= Karl Kamann =

German operatic bass

Karl Kamann (19 December 1899 – 10 April 1959) was a German operatic bass-baritone.

== Life ==
Kamann was born in Cologne. He received singing lessons from Kammersänger Max Büttner in Karlsruhe. He also trained in Milan. In 1920/21, he received his first engagement at the Badisches Staatstheater Karlsruhe. He then worked in Freiburg (1921 to 1924), Nuremberg (1924 to 1927), Brunswick (1927 to 1931) and Chemnitz (1931 to 1937).

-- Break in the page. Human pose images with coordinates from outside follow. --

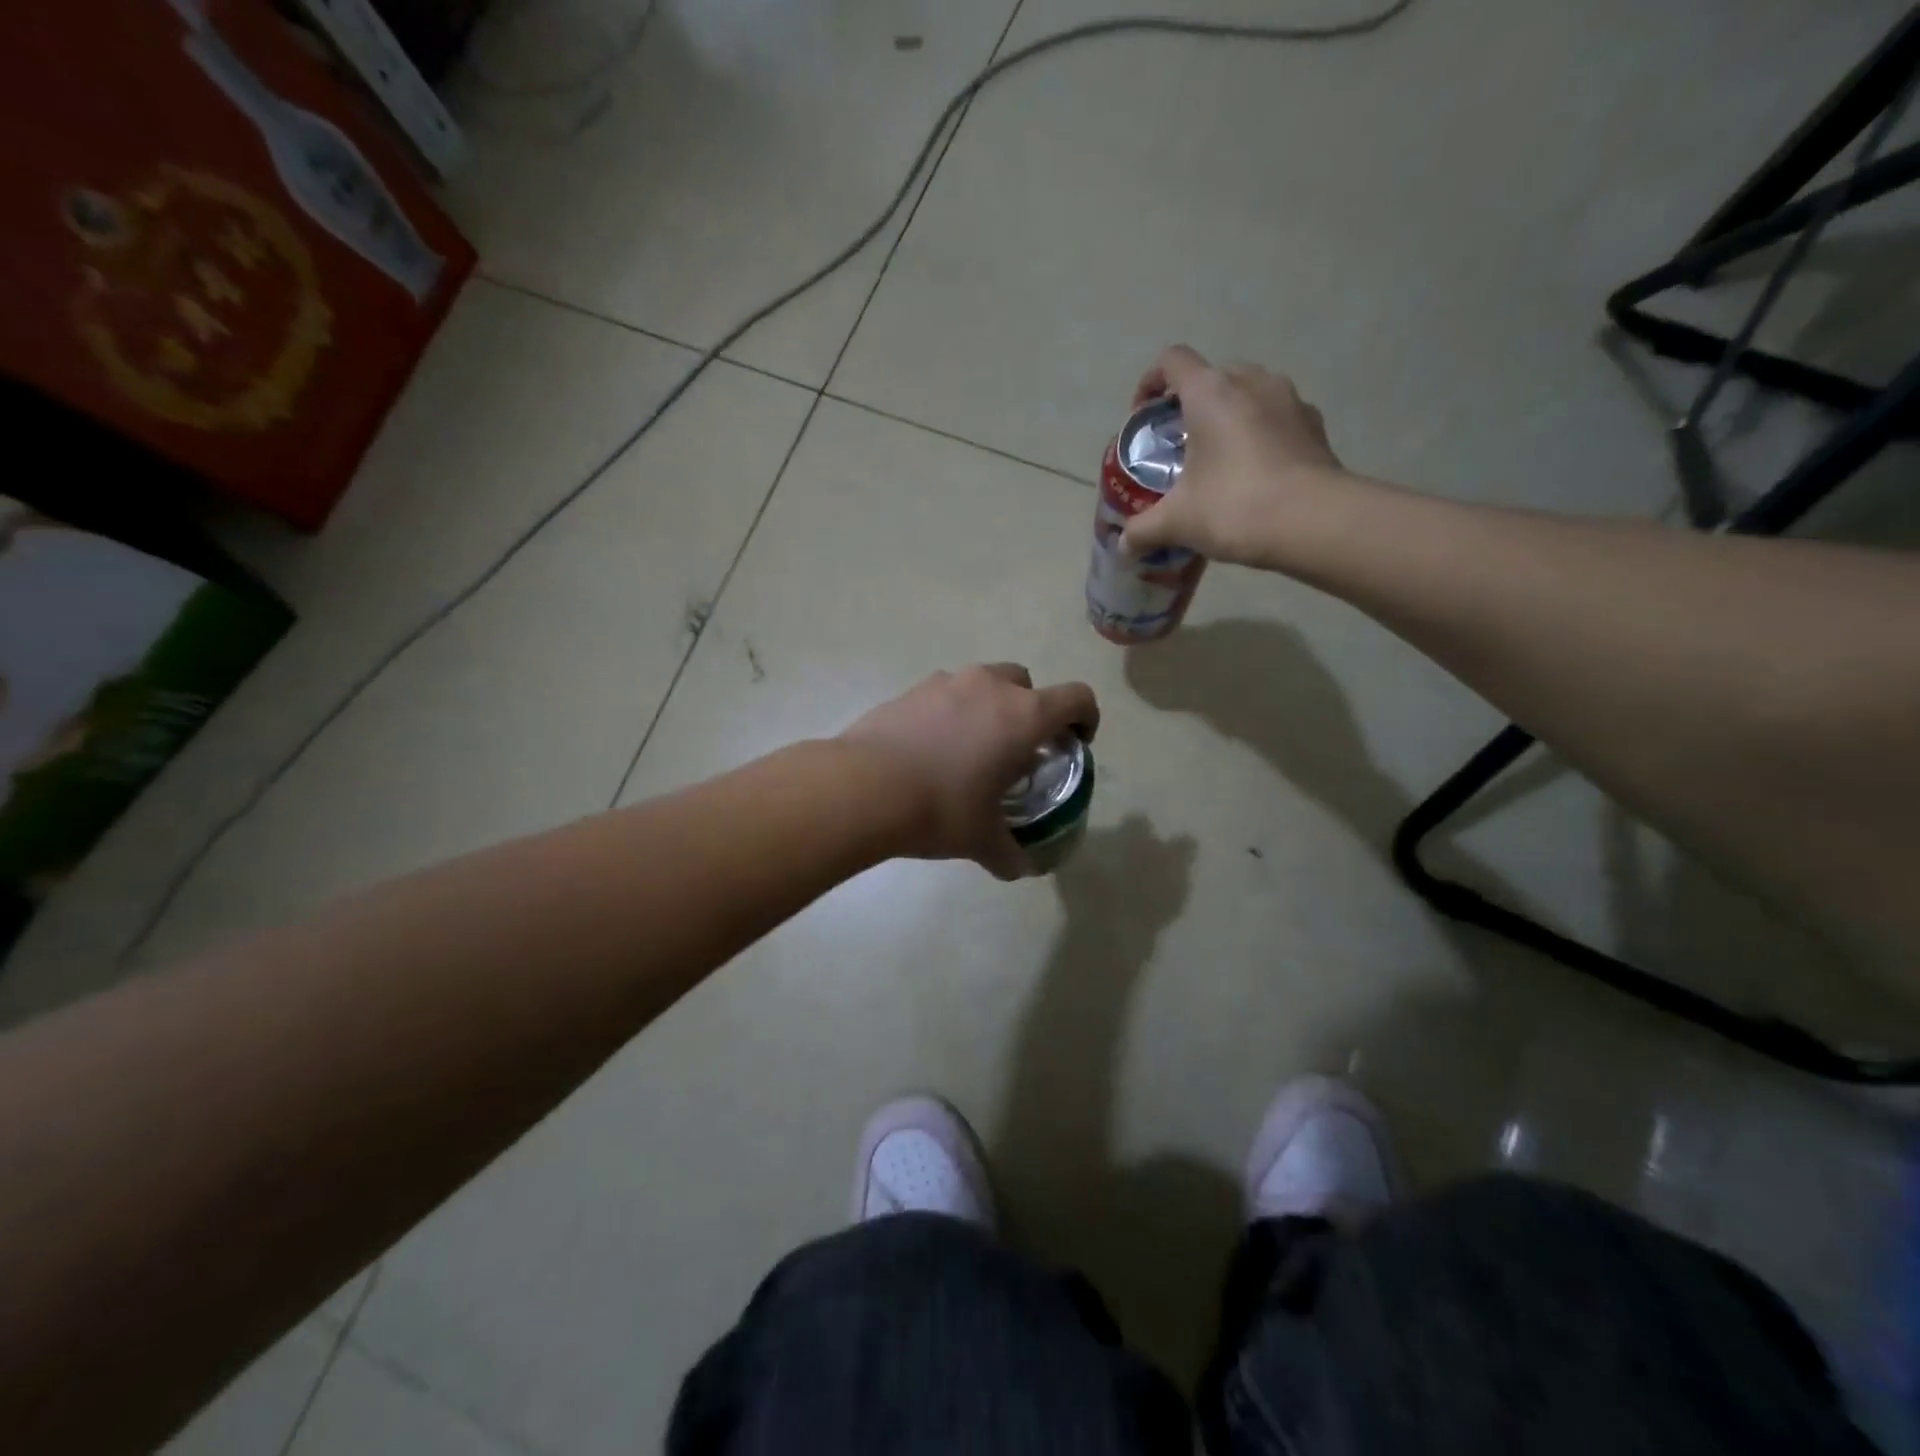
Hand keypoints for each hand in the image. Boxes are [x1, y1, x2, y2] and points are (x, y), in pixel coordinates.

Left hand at [840, 664, 1098, 878]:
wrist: (864, 787)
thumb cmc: (940, 808)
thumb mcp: (981, 839)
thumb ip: (1008, 853)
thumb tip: (1019, 868)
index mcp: (1023, 716)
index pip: (1076, 698)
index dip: (1086, 717)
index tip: (1076, 742)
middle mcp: (989, 687)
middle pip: (1026, 681)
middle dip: (1031, 708)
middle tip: (1018, 747)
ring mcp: (946, 682)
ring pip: (982, 682)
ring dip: (988, 706)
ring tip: (971, 748)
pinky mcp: (910, 690)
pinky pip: (944, 694)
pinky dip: (949, 712)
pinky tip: (931, 748)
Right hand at [1120, 345, 1348, 568]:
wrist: (1315, 522)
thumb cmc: (1235, 507)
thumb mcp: (1178, 522)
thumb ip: (1144, 529)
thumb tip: (1124, 545)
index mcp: (1211, 392)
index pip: (1172, 361)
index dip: (1150, 382)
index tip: (1143, 416)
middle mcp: (1252, 382)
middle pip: (1212, 376)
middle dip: (1191, 404)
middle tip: (1180, 444)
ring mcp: (1290, 399)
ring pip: (1249, 393)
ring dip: (1229, 417)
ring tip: (1219, 460)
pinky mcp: (1314, 425)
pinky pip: (1277, 417)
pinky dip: (1260, 435)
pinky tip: (1255, 474)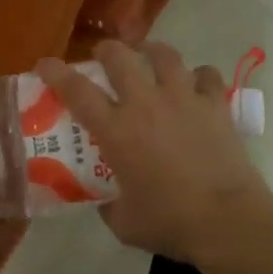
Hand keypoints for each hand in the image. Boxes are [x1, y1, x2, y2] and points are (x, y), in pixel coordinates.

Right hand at [35, 40, 272, 260]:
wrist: (227, 221)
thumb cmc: (170, 223)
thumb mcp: (125, 223)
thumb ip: (109, 205)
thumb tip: (105, 201)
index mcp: (116, 130)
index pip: (76, 90)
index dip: (56, 72)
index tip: (45, 64)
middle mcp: (146, 104)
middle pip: (120, 57)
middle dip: (106, 50)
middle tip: (103, 56)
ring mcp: (183, 99)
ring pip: (164, 55)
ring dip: (151, 51)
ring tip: (149, 56)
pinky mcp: (215, 105)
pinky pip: (206, 75)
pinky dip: (199, 76)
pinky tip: (197, 84)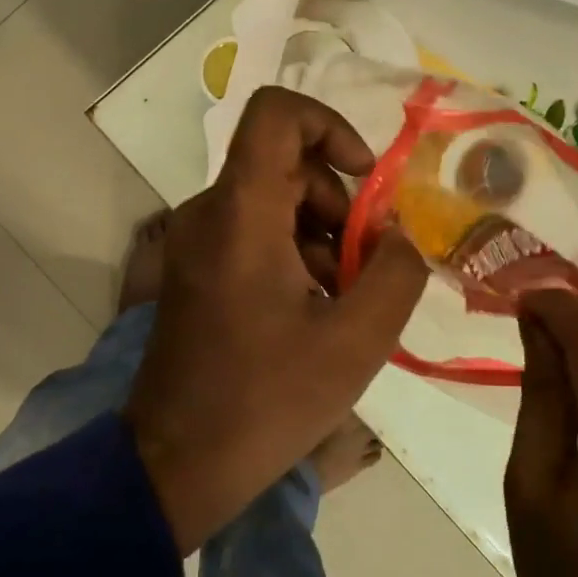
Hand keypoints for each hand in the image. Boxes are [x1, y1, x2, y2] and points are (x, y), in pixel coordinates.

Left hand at [125, 87, 427, 555]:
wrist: (178, 463)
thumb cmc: (267, 400)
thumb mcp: (357, 340)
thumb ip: (396, 272)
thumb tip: (398, 236)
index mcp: (241, 214)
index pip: (277, 113)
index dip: (331, 127)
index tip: (367, 182)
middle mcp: (209, 213)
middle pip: (286, 165)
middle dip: (340, 205)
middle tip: (364, 269)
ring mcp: (196, 243)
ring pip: (274, 202)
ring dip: (321, 237)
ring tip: (341, 302)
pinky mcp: (195, 271)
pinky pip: (254, 234)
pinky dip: (293, 255)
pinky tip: (312, 313)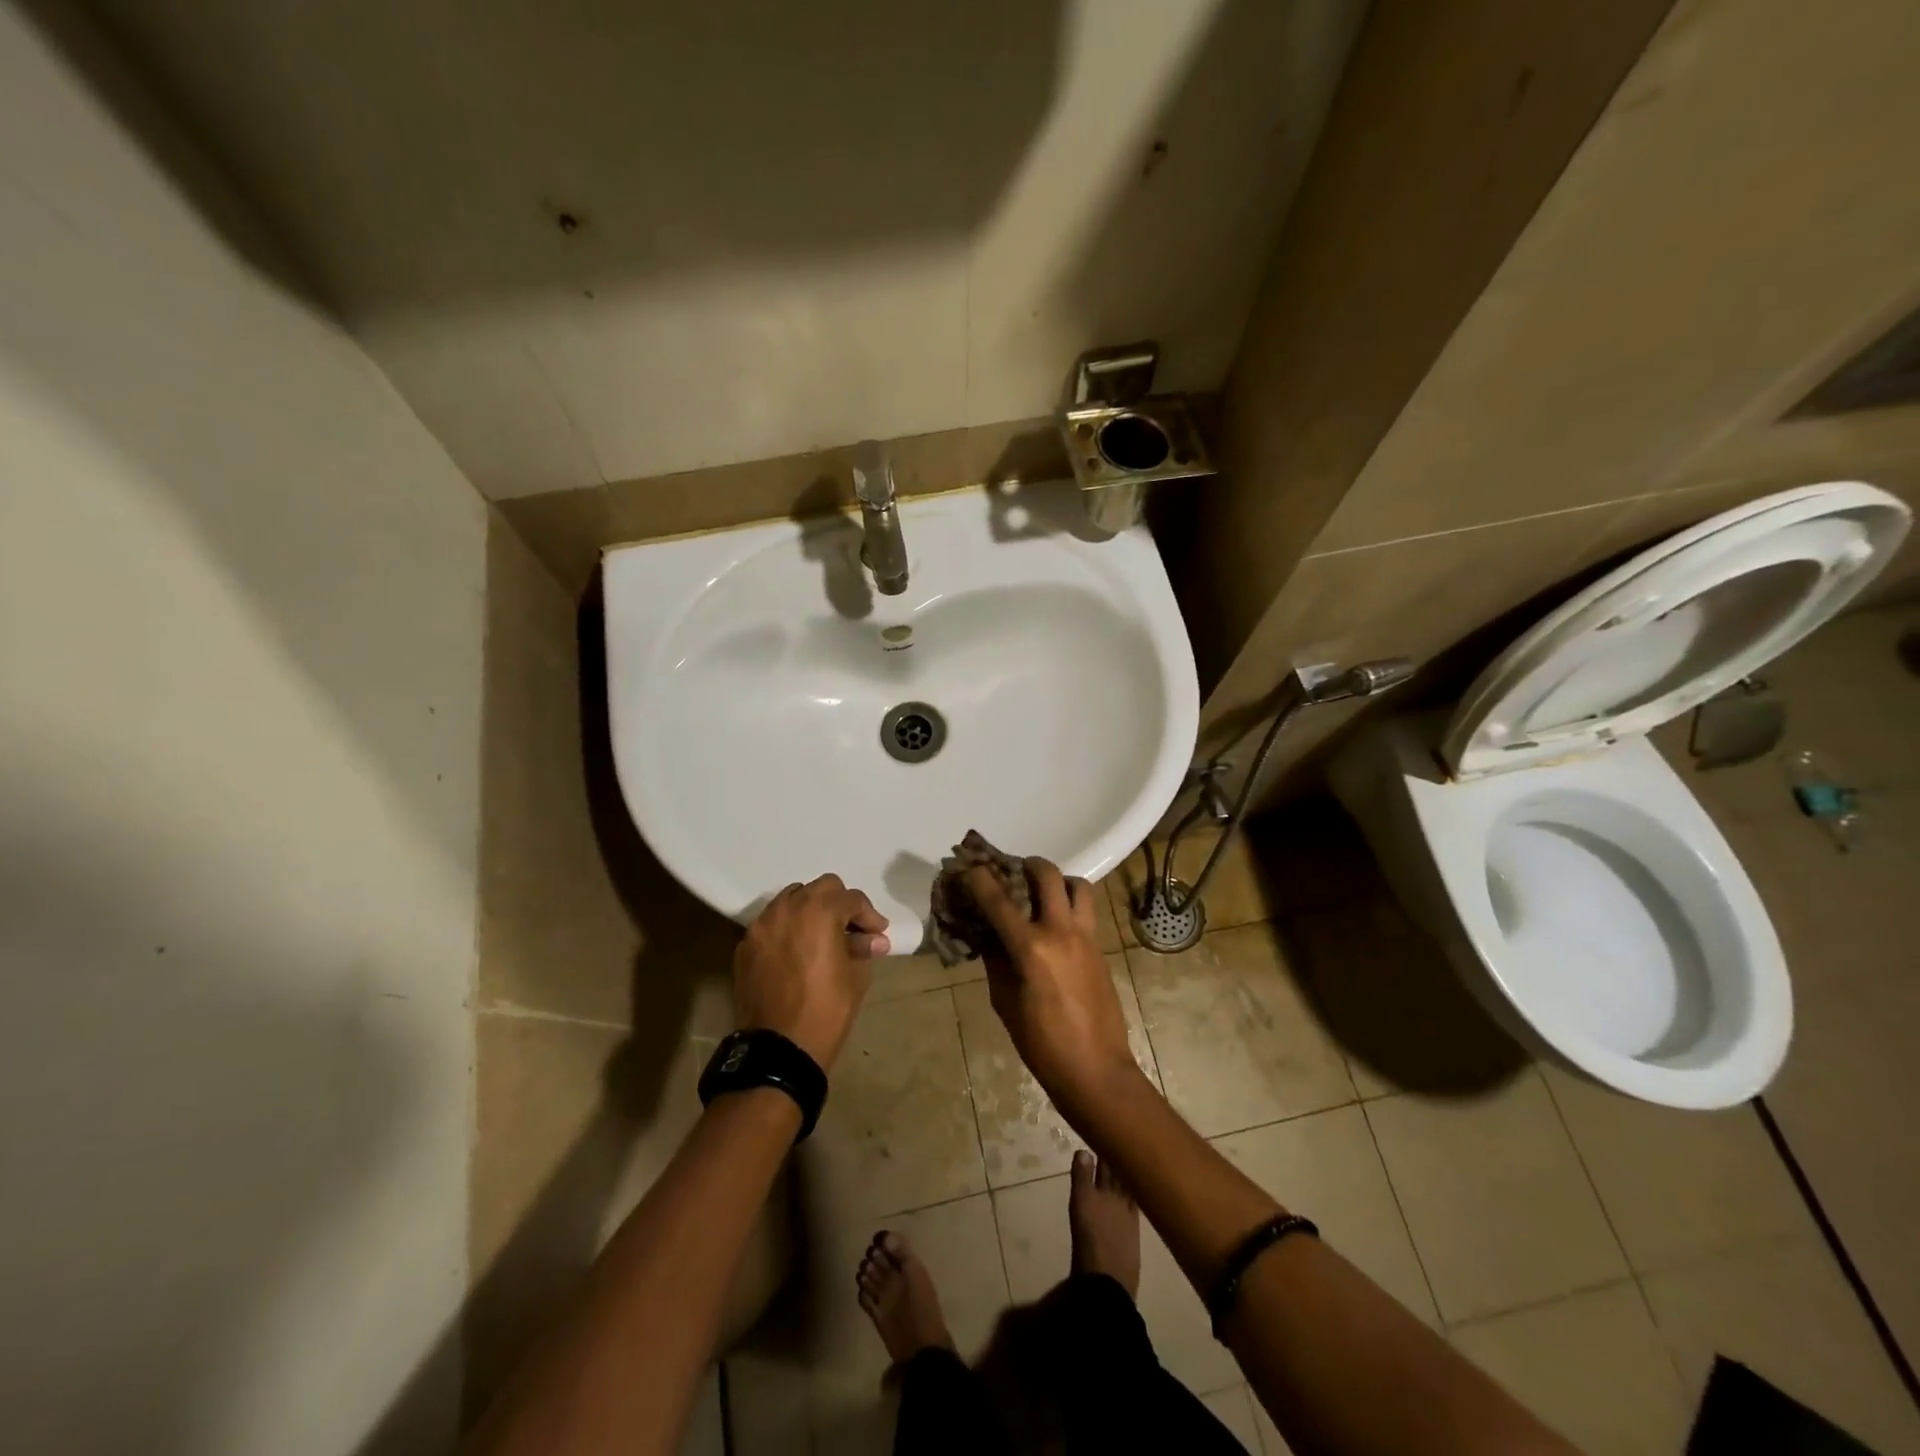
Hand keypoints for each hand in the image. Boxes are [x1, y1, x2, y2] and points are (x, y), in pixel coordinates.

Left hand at [735, 875, 888, 1069]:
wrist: (778, 1050)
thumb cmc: (826, 1011)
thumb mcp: (856, 978)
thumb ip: (863, 949)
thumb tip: (873, 940)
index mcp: (818, 911)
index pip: (850, 898)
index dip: (868, 915)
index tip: (878, 934)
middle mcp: (786, 908)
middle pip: (820, 888)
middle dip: (839, 904)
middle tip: (851, 929)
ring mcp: (761, 926)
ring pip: (791, 900)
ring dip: (810, 912)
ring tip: (822, 938)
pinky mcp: (745, 946)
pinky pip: (771, 925)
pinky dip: (787, 930)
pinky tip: (797, 954)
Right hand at [963, 858, 1138, 1106]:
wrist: (1096, 1069)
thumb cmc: (1042, 1044)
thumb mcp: (1005, 1002)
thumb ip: (996, 961)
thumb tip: (987, 934)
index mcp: (1032, 948)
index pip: (1000, 902)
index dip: (981, 880)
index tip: (970, 865)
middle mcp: (1062, 932)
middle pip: (1047, 876)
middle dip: (1027, 865)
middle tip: (1012, 870)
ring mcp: (1086, 937)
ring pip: (1078, 886)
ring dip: (1058, 880)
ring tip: (1042, 892)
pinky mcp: (1101, 948)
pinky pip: (1087, 910)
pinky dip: (1070, 903)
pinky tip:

In 1937, he became a member of the Vienna State Opera. There, he distinguished himself in particular as a Heldenbaritone and Wagner performer. In 1938, he made his debut under Wilhelm Furtwängler at the Salzburg Festival as Hans Sachs in Wagner's Die Meistersinger von Nürnberg. He also first sang Wotan in Wagner's Die Walküre at the Royal Opera House in London's Covent Garden. In 1952, he made his first appearance at the Bayreuth festival. In 1954, he appeared at the Maggio Musicale Fiorentino as Lysiart in Weber's Euryanthe. Further guest appearances took him to opera houses throughout Europe (Paris, Berlin, Munich, Brussels, Liège, Bordeaux, Venice, Rome, Florence, Naples, Trieste, Copenhagen, Amsterdam, London, Liverpool, Palermo, Catania, Naples, Perugia, The Hague, Barcelona) and Brazil. At the reopening of the Vienna State Opera in 1955, he sang the Minister in Beethoven's Fidelio. His last appearance was in 1958 as Borromeo in Pfitzner's Palestrina.

His repertoire was very extensive: In addition to Wagner operas, he sang among others Tiefland (Sebastino), Salome (Jochanaan), Königskinder (Spielmann), Wozzeck (title role), Rigoletto (title role), Aida (Amonasro), Cavalleria rusticana (Alfio), Der Rosenkavalier (Faninal), Tosca (Scarpia), La fanciulla del West (Jack Rance), Carmen (Escamillo), Les Huguenots (Nevers), Tales of Hoffmann (Demons), Boris Godunov (title role), Pelléas et Mélisande (Golo) and Jonny spielt auf (Jonny). In 1930, he performed Fritz Reuters's cantata Huttens letzte Tage at its premiere.

Kamann was a member of the Guild of the German Stage.

His first marriage was to Lily Borsa. His second wife was the soprano Herma Schramm. In 1959, he died in the Hanusch Hospital in the 14th district of Vienna at the age of 59.